Johann Georg Pinsel (d. 1761 or 1762), working in the south-eastern territories of the old Poland (e.g. in Buczacz and Lvov which are within the borders of the Republic of Ukraine now) from ca. 1750, is an exceptionally mysterious figure. His name appeared in specialistic literature in the interwar period but it was only in the recent years that his names, the approximate date of his death and some biographical details were found out. Archival sources and well-grounded attributions link dozens of sculptures with Pinsel (including the complete interior decorations of the churches at Horodenka and Hodowica, and the figural decorations of the facade of the Cathedral of St George in Lvov; the architecture of all those structures was designed by Bernard Meretyn with whom Pinsel had close professional and personal ties). Unfortunately, the majority of the artist's works was destroyed during the Soviet rule.
The article contains a detailed analysis of the high altar in the parish church at Hodowica near Lvov, which was erected on the basis of Meretyn's design between ca. 1751 and 1758. The structure of the retable is supplanted by a fresco on the wall closing the chancel (the schema of the illusionistic architecture was modelled on a drawing by Guiseppe Galli Bibbiena, published in 1740), which serves as a background for Pinsel's exceptionally expressive and lively sculptures, carved in full rounds. The whole composition is the Late Baroque Gesamtkunstwerk, based on strong contrasts between architecture, painting and sculpture, and a manifestation of the iconographic programme referring to the parallel between Christ's Passion and the Eucharist.
Pinsel's sculptures which are his most splendid works (The Mother of Sorrows, The Sacrifice of Isaac, Samson and the Lion) bespeak the artist's good knowledge of Italian and central European sculpture (e.g. Samson and the Lion is reminiscent of S. Maderna's composition). Pinsel's works played a tremendous role in the circle of Lvov, which had its own original and flourishing school of sculpture in the eighteenth century, and they were numerously copied.

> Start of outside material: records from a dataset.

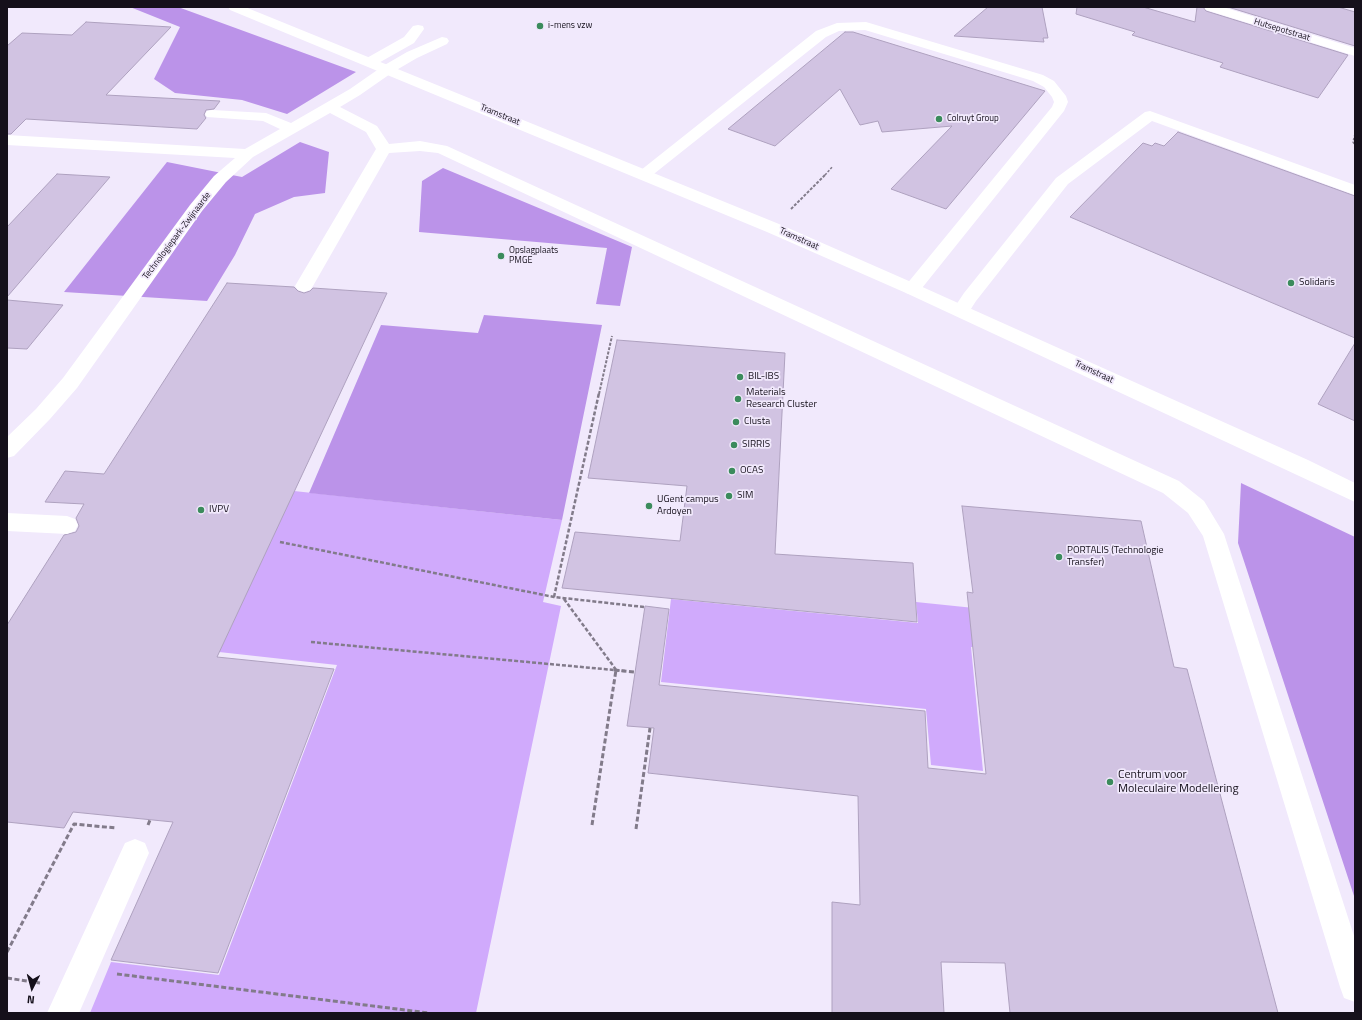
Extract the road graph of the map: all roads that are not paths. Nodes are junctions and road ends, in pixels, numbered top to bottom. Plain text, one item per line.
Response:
1 (234, 7) edge
2 (1210, 7) edge
3 (418, 29) dead end
4 (442, 41) dead end
5 (1355, 52) edge
6 (370, 62) junction
7 (388, 69) junction
8 (330, 107) junction
9 (212, 114) dead end
10 (292, 129) junction
11 (7, 140) edge
12 (384, 149) junction
13 (248, 154) junction
14 (644, 174) junction
15 (1355, 190) edge
16 (304, 286) dead end
17 (912, 289) junction
18 (961, 311) junction
19 (7, 450) edge
20 (1355, 493) edge
21 (7, 522) edge
22 (67, 525) dead end
23 (133, 836) road end
24 (1355, 987) edge
25 (63, 1013) edge

1 - 6 main road, Tramstraat
2 - 5 main road, Hutsepotstraat
3 - 6 main road
4 - 7 main road, Technologiepark-Zwijnaarde
6 - 7 main road, Tramstraat
7 - 8 main road, Technologiepark-Zwijnaarde
7 - 14 main road, Tramstraat
8 - 10 main road, Technologiepark-Zwijnaarde
8 - 12 main road
9 - 10 main road
10 - 13 main road, Technologiepark-Zwijnaarde
11 - 13 main road
12 - 16 main road
12 - 24 main road
13 - 19 main road, Technologiepark-Zwijnaarde
14 - 17 main road, Tramstraat
14 - 17 main road
15 - 18 main road
17 - 18 main road, Tramstraat
18 - 20 main road, Tramstraat
21 - 22 main road
23 - 25 main road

The virtuoso art of Pinsel is typified by vivid expressiveness which is rooted in the expressive trend of late Baroque sculpture of the eighteenth century (M.D. Braun) and is in many respects close to Bavarian Late Rococo sculpture (I. Günther). The excellent artistic quality of Pinsel's œuvre ranks him among the most outstanding sculptors in Central Europe in the eighteenth century.